Automakers post double-digit sales drops in March

Associated Press / April 2, 2009
  • Email|
  • Print|
  • Single Page|
  • |
Text size +

DETROIT - March proved to be another dismal month of steep declines for US auto sales as low consumer confidence and job uncertainty continued to keep buyers away from showrooms, but the improvement from February signaled that bargain hunters may be providing the momentum for a turnaround.

General Motors Corp.'s sales fell 45 percent from a year earlier, while Ford Motor Co. reported a 41 percent drop. Sales at Chrysler, Toyota, Honda, and Nissan were barely better than that.

Despite the declines from a year ago, GM, Ford, Chrysler, and Toyota all posted double-digit improvements from February, when industrywide US sales hit their lowest point in more than 27 years.

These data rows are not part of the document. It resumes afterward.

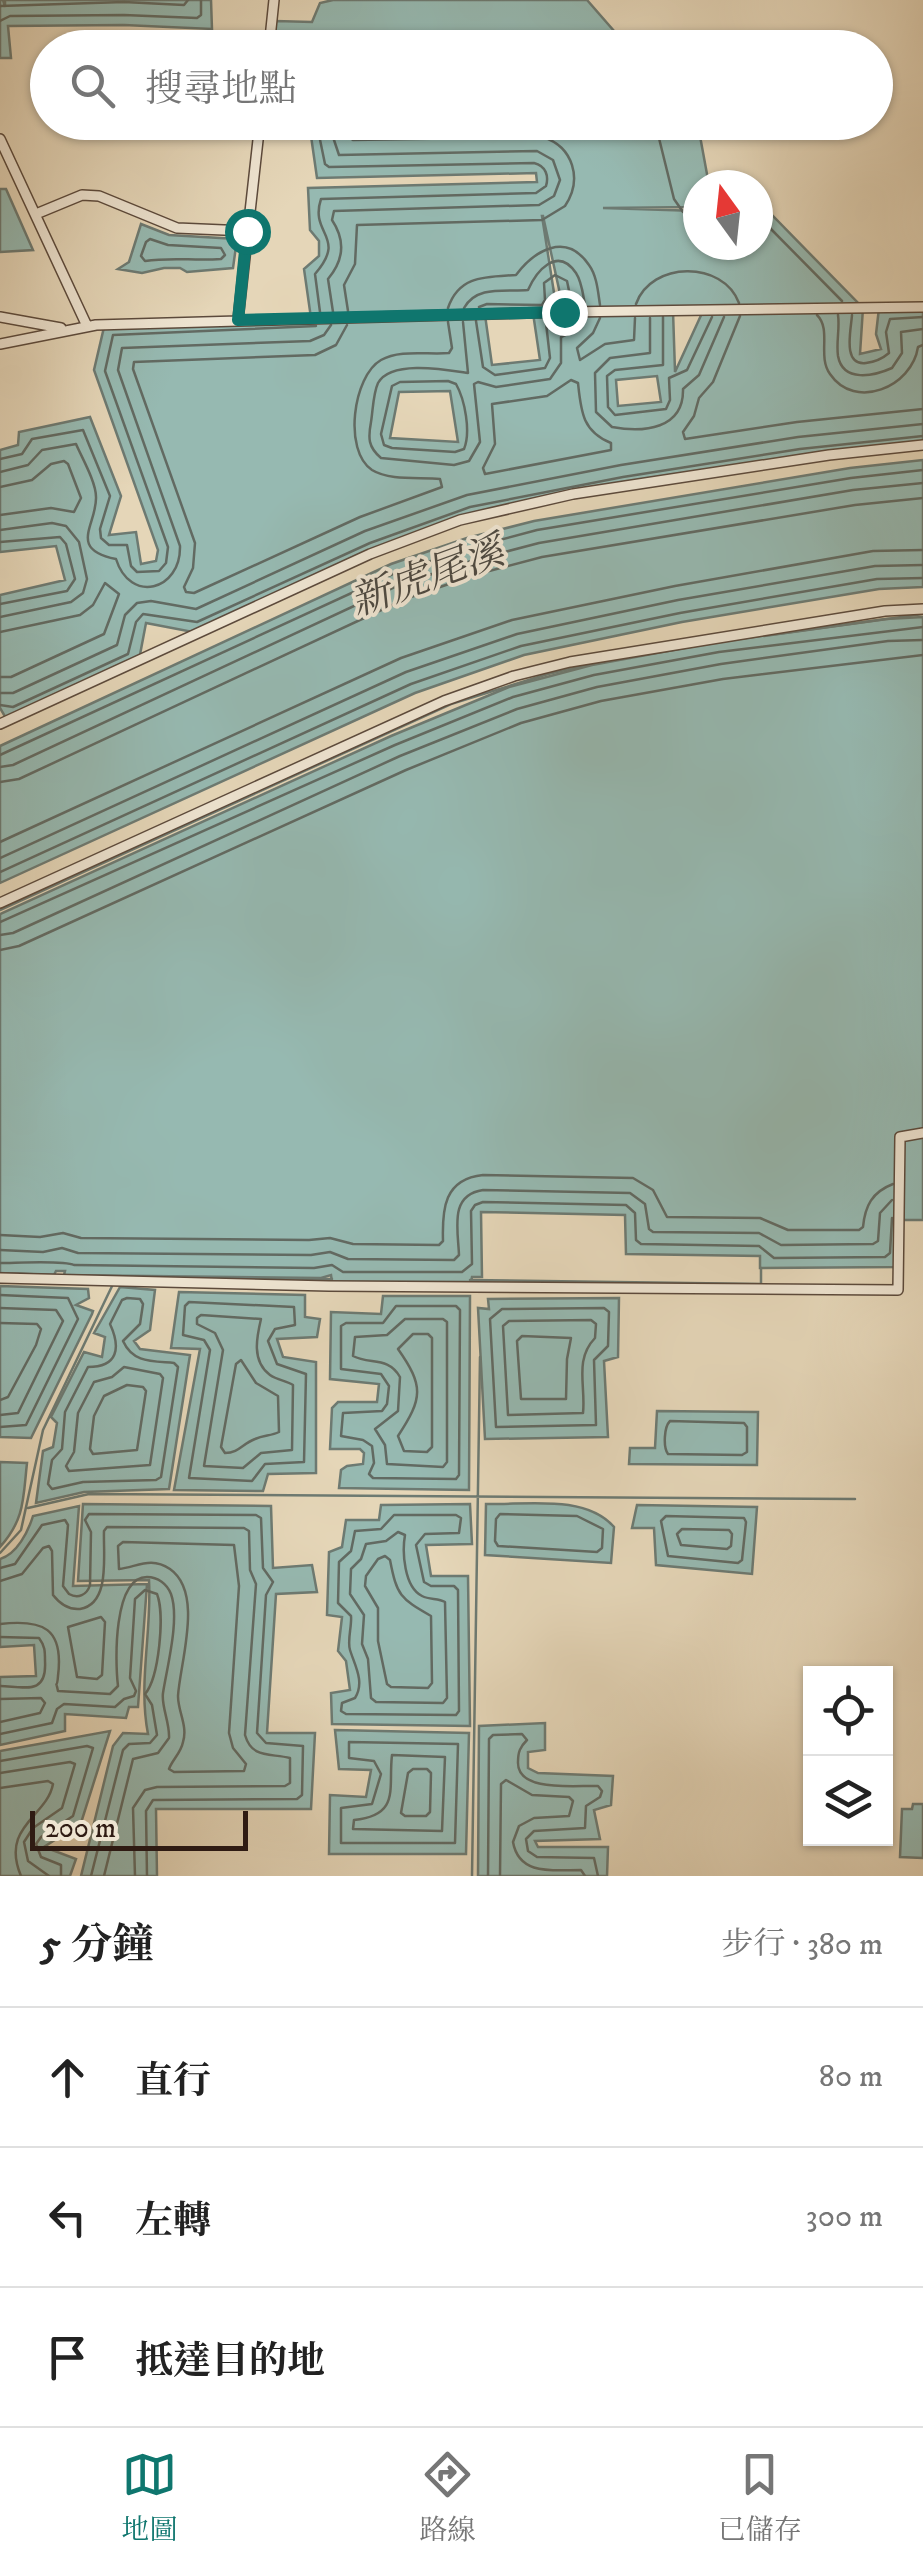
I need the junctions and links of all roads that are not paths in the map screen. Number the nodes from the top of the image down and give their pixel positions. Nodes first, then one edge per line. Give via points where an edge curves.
1 (274, 0) edge
2 (271, 30) edge
3 (0, 139) edge
4 (258, 140) edge
5 (36, 214) junction
6 (247, 231) junction
7 (923, 307) edge
8 (0, 317) edge
9 (238, 320) junction
10 (88, 326) junction
11 (69, 329) junction
12 (0, 344) edge
13 (923, 444) edge
14 (923, 609) edge
15 (0, 724) edge
16 (0, 903) edge
17 (923, 1133) edge
18 (0, 1278) edge

1 - 2 street
3 - 5 street
4 - 6 street
5 - 6 street via 82,195 100,196 177,228
5 - 10 street
6 - 9 street
7 - 9 street
8 - 11 street
9 - 10 street
10 - 11 street
11 - 12 street
13 - 15 street via 573,494 460,520 370,554
14 - 16 street via 618,653 514,676 444,701
17 - 18 street via 900,1137 898,1290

Sales are generally better in March as warmer temperatures help drive people to showrooms, but GM said its figures show overall US sales increased about 23 percent from February's figures, beating the typical 20 percent increase and giving rise to optimism that the worst may be over.

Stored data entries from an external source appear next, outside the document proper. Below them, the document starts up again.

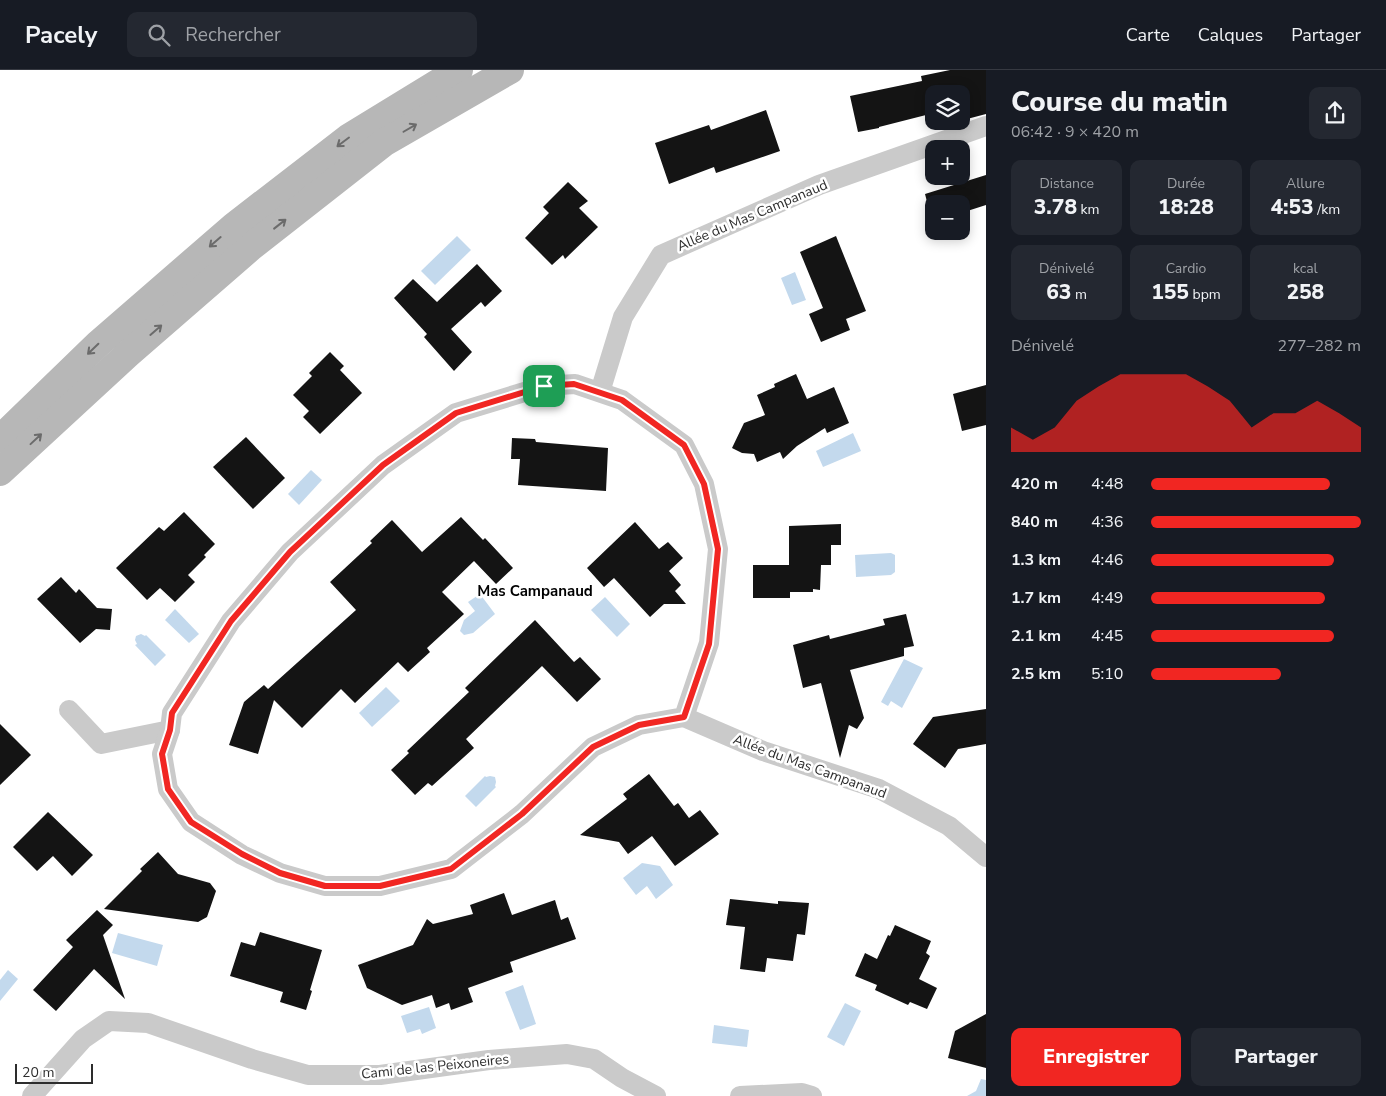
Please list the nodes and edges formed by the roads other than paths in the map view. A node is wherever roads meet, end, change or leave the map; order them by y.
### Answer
1 (459, 70) edge
2 (510, 70) edge
3 (986, 126) edge
4 (600, 392) junction
5 (0, 439) edge
6 (0, 472) edge
7 (69, 710) dead end
8 (684, 717) junction
9 (170, 730) junction
10 (985, 853) edge
11 (32, 1096) edge
12 (656, 1096) edge
13 (740, 1096) edge
14 (812, 1096) edge

1 -> 5 main road
6 -> 2 main road
3 - 4 street, Allée du Mas Campanaud
4 - 8 street
4 - 9 street
7 - 9 street
8 - 9 street
8 - 10 street, Allée du Mas Campanaud
11 - 12 street, Cami de las Peixoneires
13 - 14 street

Mike DiGiovanni, GM's executive director of global market and industry analysis, said the market appears to be "bouncing around the bottom."

Automakers' incentive spending last month reached a record high, according to the auto website Edmunds.com.

The average incentive on vehicles sold last month was $3,169, up 30 percent from a year earlier. GM and Hyundai Motor Co. spent more on incentives than they ever have, Edmunds said. Ford said its incentive spending was the same as a year ago.

"Where we are starting to differentiate from our competitors is in the incentive area," said Jim Farley, Ford's group vice president for marketing. "We're getting more traffic. We don't have to close everyone with incentives."

In a further effort to boost sales, Ford and GM on Tuesday revealed programs that would cover buyers' monthly car payments in the event they lose their jobs. That follows a similar program Hyundai Motor Co. rolled out this year.

With credit starting to loosen, including aggressive moves by GM's financial arm, the industry might have the worst behind it, DiGiovanni said.

Detroit-based GM sold a total of 155,334 light vehicles, while Ford's total of 131,102 was just 1,700 shy of Toyota's total.

Auburn Hills, Mich.-based Chrysler LLC sold 101,001 units, marking its first month above the 100,000-unit mark since September.